Product Development:

Earlier in my career, I learnt the idea of market share and pocket/wallet share; and brands with customer loyalty, have not failed to increase their wallet share. Product Development in this case refers to a brand creating new products (may or may not be related to their flagship product), to increase the order value, or simply put, the number of products that single customer is buying from the business. A lot of businesses have successfully done this, from your Beverages, to FMCGs, and even electronics. Nestle realized that while Nescafe is an instant market hit, there exist a large gap in the market occupied by people who’d prefer only water as a substitute; so, they introduced water. Coca-Cola understood that some people are trying to stay away from carbonated drinks, choosing water instead, so they went for the water market, and introduced their own water — Eva Water. Same with Apple. Apple’s flagship product was originally a personal computer (PC), but as they gained a lot of brand loyalty, they went back to the drawing board, did a bit of R&D, and came out with iPhone. They didn’t stop there, iPad, iPod, Apple Watch, Ear Pods, etc. all followed; and they’ve created an ecosystem with these products, alongside a massive brand loyalty. Strategies usually employed in this path includes but not is not limited to the following:

- Some research and development, in order to develop new product(s)

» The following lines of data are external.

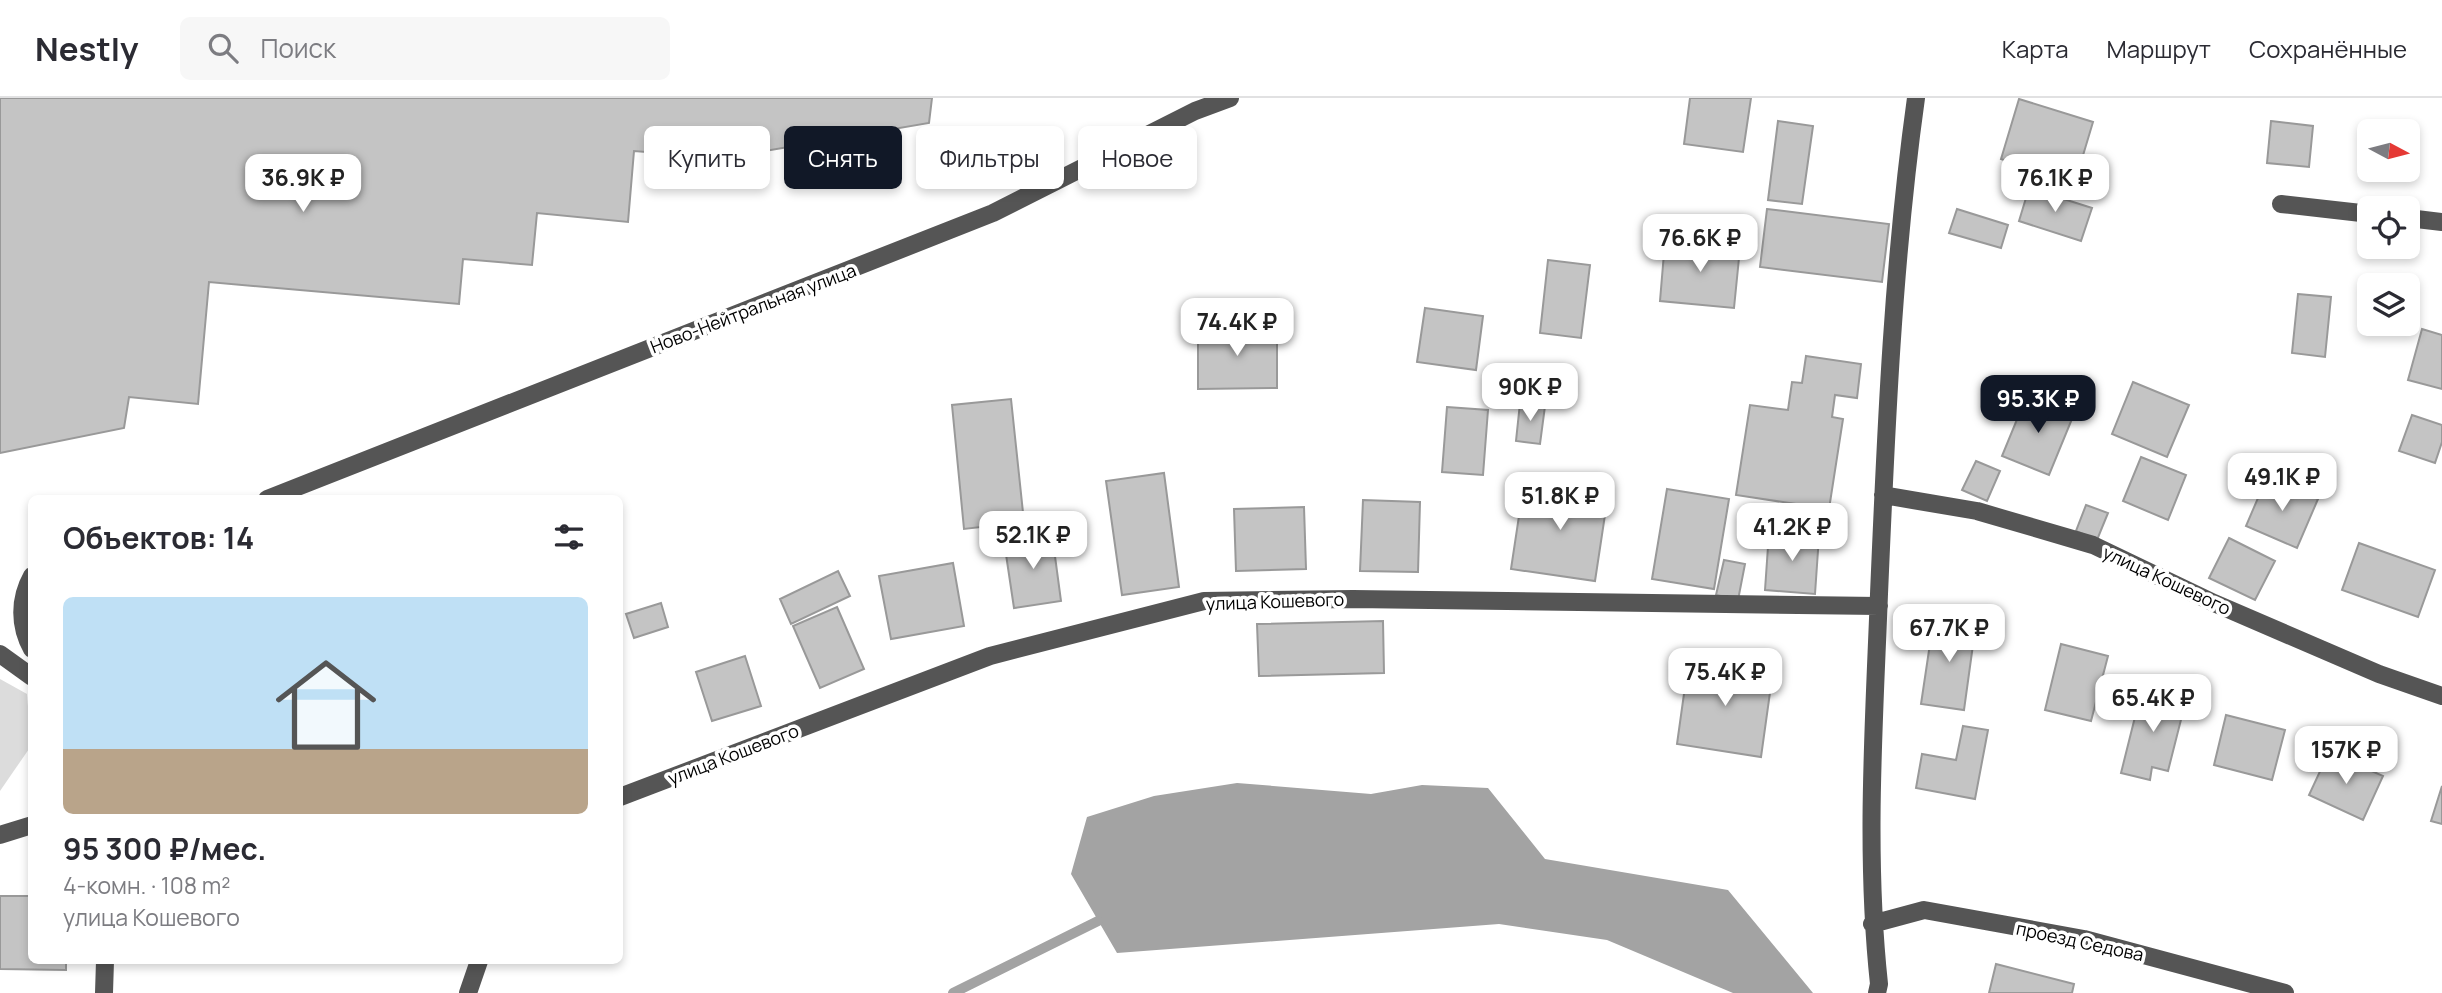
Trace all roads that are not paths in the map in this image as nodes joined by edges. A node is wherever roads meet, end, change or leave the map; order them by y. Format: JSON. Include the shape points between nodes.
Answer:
{"nodes":[{"id":1,"x":1230,"y":98,"type":"edge"},
{"id":2,"x":1916,"y":98,"type":"edge"},
{"id":3,"x":2281,"y":204,"type":"dead end"},
{"id":4,"x":2357,"y":213,"type":"edge"},
{"id":5,"x":2420,"y":219,"type":"edge"},
{"id":6,"x":2442,"y":222,"type":"edge"},
{"id":7,"x":277,"y":495,"type":"edge"},
{"id":8,"x":1883,"y":495,"type":"junction"},
{"id":9,"x":28,"y":583,"type":"edge"},
{"id":10,"x":1879,"y":606,"type":"junction"},
{"id":11,"x":28,"y":642,"type":"edge"},
{"id":12,"x":0,"y":654,"type":"edge"},
{"id":13,"x":28,"y":674,"type":"edge"},
{"id":14,"x":2442,"y":696,"type":"edge"},
{"id":15,"x":623,"y":796,"type":"edge"},
{"id":16,"x":28,"y":826,"type":"edge"},
{"id":17,"x":0,"y":835,"type":"edge"},
{"id":18,"x":1872,"y":923,"type":"junction"},
{"id":19,"x":105,"y":964,"type":"edge"},
{"id":20,"x":478,"y":964,"type":"edge"},
{"id":21,"x":104,"y":993,"type":"edge"},
{"id":22,"x":468,"y":993,"type":"edge"},
{"id":23,"x":1877,"y":993,"type":"edge"},
{"id":24,"x":2286,"y":993,"type":"edge"}],
"edges":[{"from":1,"to":7,"type":"street","name":"Ново-Нейтральная улица","via":[[1195,111],[993,214]]},
{"from":2,"to":8,"type":"street","via":[[1905,174]]},
{"from":3,"to":4,"type":"street"},
{"from":5,"to":6,"type":"street"},
{"from":8,"to":10,"type":"street"},
{"from":8,"to":14,"type":"street","name":"улица Кошевого","via":[[1977,511],[2093,545],[2214,603]]},
{"from":9,"to":11,"type":"street","via":[[22,593]]},
{"from":10,"to":15,"type":"street","name":"улица Кошевого","via":[[1204,601],[990,656]]},
{"from":10,"to":18,"type":"street","via":[[1870,759]]},
{"from":12,"to":13,"type":"street"},
{"from":16,"to":17,"type":"street"},
{"from":18,"to":23,"type":"street"},
{"from":18,"to":24,"type":"street","name":"проезд Седова","via":[[1924,910],[2084,939]]},
{"from":19,"to":21,"type":"street"},
{"from":20,"to":22,"type":"street"}]}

- Getting license to produce another company’s product, and selling in your location.

Diversification:

This is the riskiest of all the growth paths or strategies, because it involves a bit of product development, market development and product penetration. And we know, product development might involve some research and development, except in the case where the business is going into already produced goods, and dealing only on sales. Either ways, diversification occurs in two ways:

- Related Diversification: This occurs when the business chooses to diversify from one parallel of business to another that is similar or close, where the common denominator might still be the same raw material or not). Example, Peak milk decides to diversify to making biscuits and candy bars.

- Unrelated Diversification: This occurs when the business chooses to diversify to another parallel that has no iota of similarity to their base business.

Now, it’s clear how companies grow, the science they employ to grow their businesses. More often than not, MSMEs and SMEs don’t give much thoughts to these processes, and so, remain stuck in one stage of their businesses and never growing past it.